Review by Frank Plowright
Ten year old Lester has been orphaned, and at the request of his dying mother his Uncle has taken him in. Ken Papineau is a farmer working long days with little experience of children since being one, so has no real idea of how to relate to Lester. Lester is stranded on the farm, ridiculed at school, and spends his days in a home-made superhero mask and cape transposing his grief into fantasies where he changes the world.
The one bright element of his life is Jimmy Lebeuf, a serious ice hockey prospect until a career-ending injury in his first game that also left him slightly brain-damaged. He now scrapes a living at the only petrol station in the isolated community, but can relate to Lester, playing along with his fantasies.
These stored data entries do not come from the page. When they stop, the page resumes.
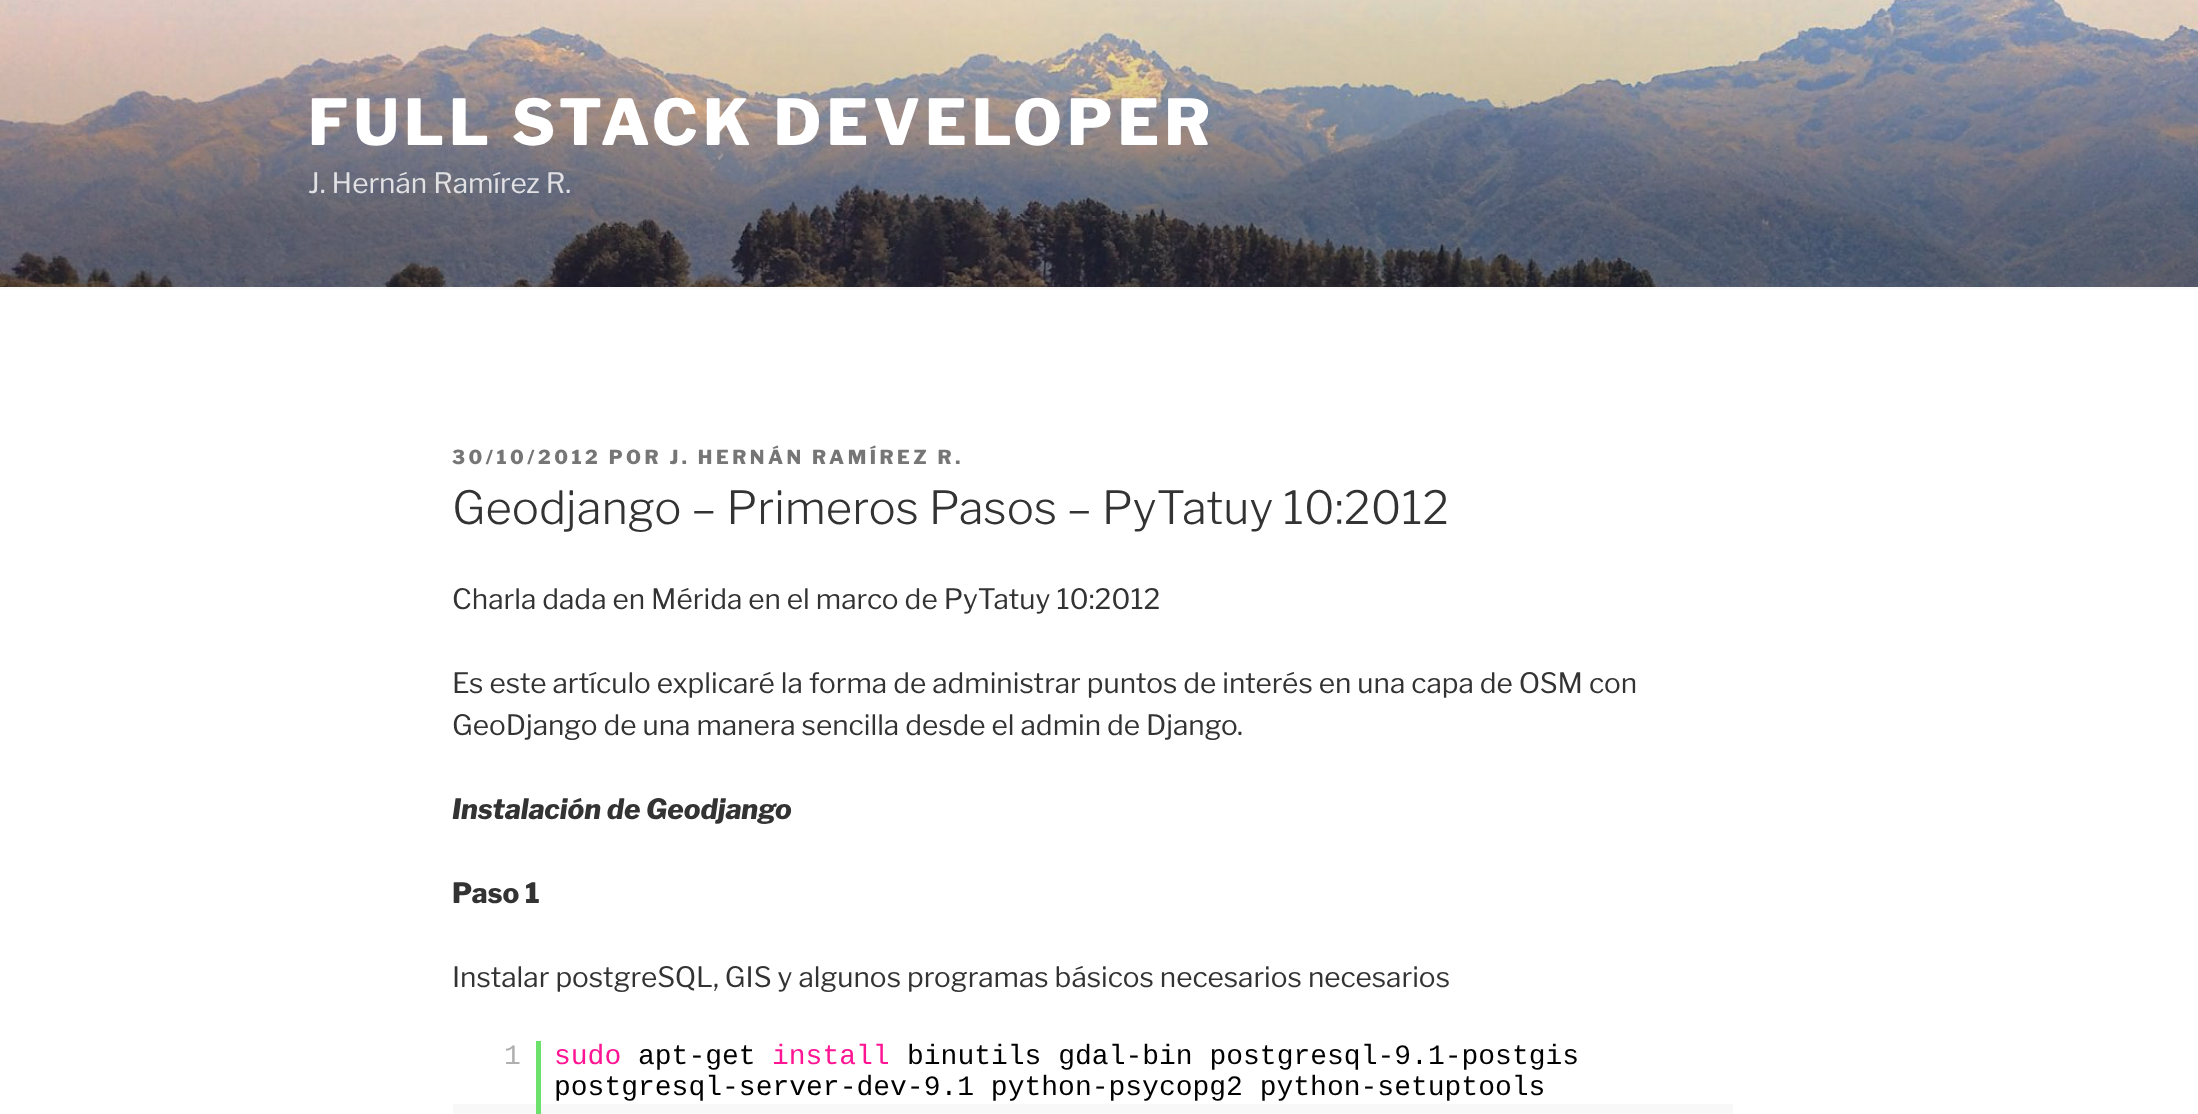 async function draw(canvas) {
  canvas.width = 2198
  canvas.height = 1114
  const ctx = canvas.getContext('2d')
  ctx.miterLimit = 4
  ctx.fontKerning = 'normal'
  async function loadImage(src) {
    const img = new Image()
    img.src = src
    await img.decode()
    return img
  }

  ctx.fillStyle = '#fff'
  ctx.fillRect(0, 0, 2198, 1114)
  ctx.fillStyle = '#fafafa'
  ctx.fillRect(0, 287, 2198, 2)
  ctx.drawImage(await loadImage('image0.png'), 0, 0, 2198, 287)
  ctx.letterSpacing = '5px'
  ctx.font = '800 63px Libre Franklin'
  ctx.fillStyle = '#fff'
  ctx.fillText('FULL STACK DEVELOPER', 308, 145)
  ctx.letterSpacing = '0px'
  ctx.font = '28px Libre Franklin'
  ctx.fillStyle = '#e1e1e4'
  ctx.fillText('J. Hernán Ramírez R.', 308, 193)
  ctx.letterSpacing = '3.5px'
  ctx.font = '800 19.25px Libre Franklin'
  ctx.fillStyle = '#767676'
  ctx.fillText('30/10/2012 POR J. HERNÁN RAMÍREZ R.', 452, 464)
  ctx.letterSpacing = '0px'
  ctx.font = '300 45.5px Libre Franklin'
  ctx.fillStyle = '#333'
  ctx.fillText('Geodjango – Primeros Pasos – PyTatuy 10:2012', 452, 524)
  ctx.font = '28px Libre Franklin'
  ctx.fillText('Charla dada en Mérida en el marco de PyTatuy 10:2012', 452, 609)
  ctx.fillText('Es este artículo explicaré la forma de administrar puntos de interés en una capa de OSM con', 452, 693)
  ctx.fillText('GeoDjango de una manera sencilla desde el admin de Django.', 452, 735)
  ctx.font = 'italic 800 28px Libre Franklin'
  ctx.fillText('Instalación de Geodjango', 452, 819)
  ctx.font = '800 28px Libre Franklin'
  ctx.fillText('Paso 1', 452, 903)
  ctx.font = '28px Libre Franklin'
  ctx.fillText('Instalar postgreSQL, GIS y algunos programas básicos necesarios necesarios', 452, 987)
  ctx.font = '28px Liberation Mono'
  ctx.fillStyle = '#afafaf'
  ctx.fillText('1', 504, 1064)
  ctx.fillStyle = '#6ce26c'
  ctx.fillRect(536, 1041, 5, 67)
  ctx.fillStyle = '#ff1493'
  ctx.fillText('sudo', 554, 1064)
  ctx.fillStyle = '#000'
  ctx.fillText('apt-get', 638, 1064)
  ctx.fillStyle = '#ff1493'
  ctx.fillText('install', 772, 1064)
  ctx.fillStyle = '#000'
  ctx.fillText('binutils gdal-bin postgresql-9.1-postgis', 907, 1064)
  ctx.fillText('postgresql-server-dev-9.1 python-psycopg2 python-setuptools', 554, 1095)
  ctx.fillStyle = '#f8f8f8'
  ctx.fillRect(453, 1104, 1280, 10)
  ctx.fillStyle = '#6ce26c'
  ctx.fillRect(536, 1103, 5, 11)
}

draw(document.querySelector('canvas'))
Considering this was only Jeff Lemire’s second graphic novel – Lost Dogs was the first – it’s a stunningly mature accomplishment. He deftly portrays the loneliness of all three primary cast members, their isolation enhanced by the vast, sparse rural Southern Ontario location in which Lemire himself grew up. He even finds a way to incorporate a superhero comic he drew when nine, re-contextualising it as now produced by Lester. His drawing is now vastly improved, and his blocky characters wear the hardships of their lives. He’s particularly good at letting a picture speak, using several of them between fragments of dialogue just to emphasise emotionally awkward situations, and the use of the passing seasons is a heartbreaking underscoring of Lester’s protracted sorrow.
This is deeply affecting story, possibly even more so when read a second time as the nuances Lemire plants become more than passing dialogue. There is a secret that’s never overtly revealed, but exceptionally well signposted.
Two further volumes followed, Ghost Stories and The Country Nurse, which returns to Ken, Lester and Jimmy a year later. All three are collected as Essex County.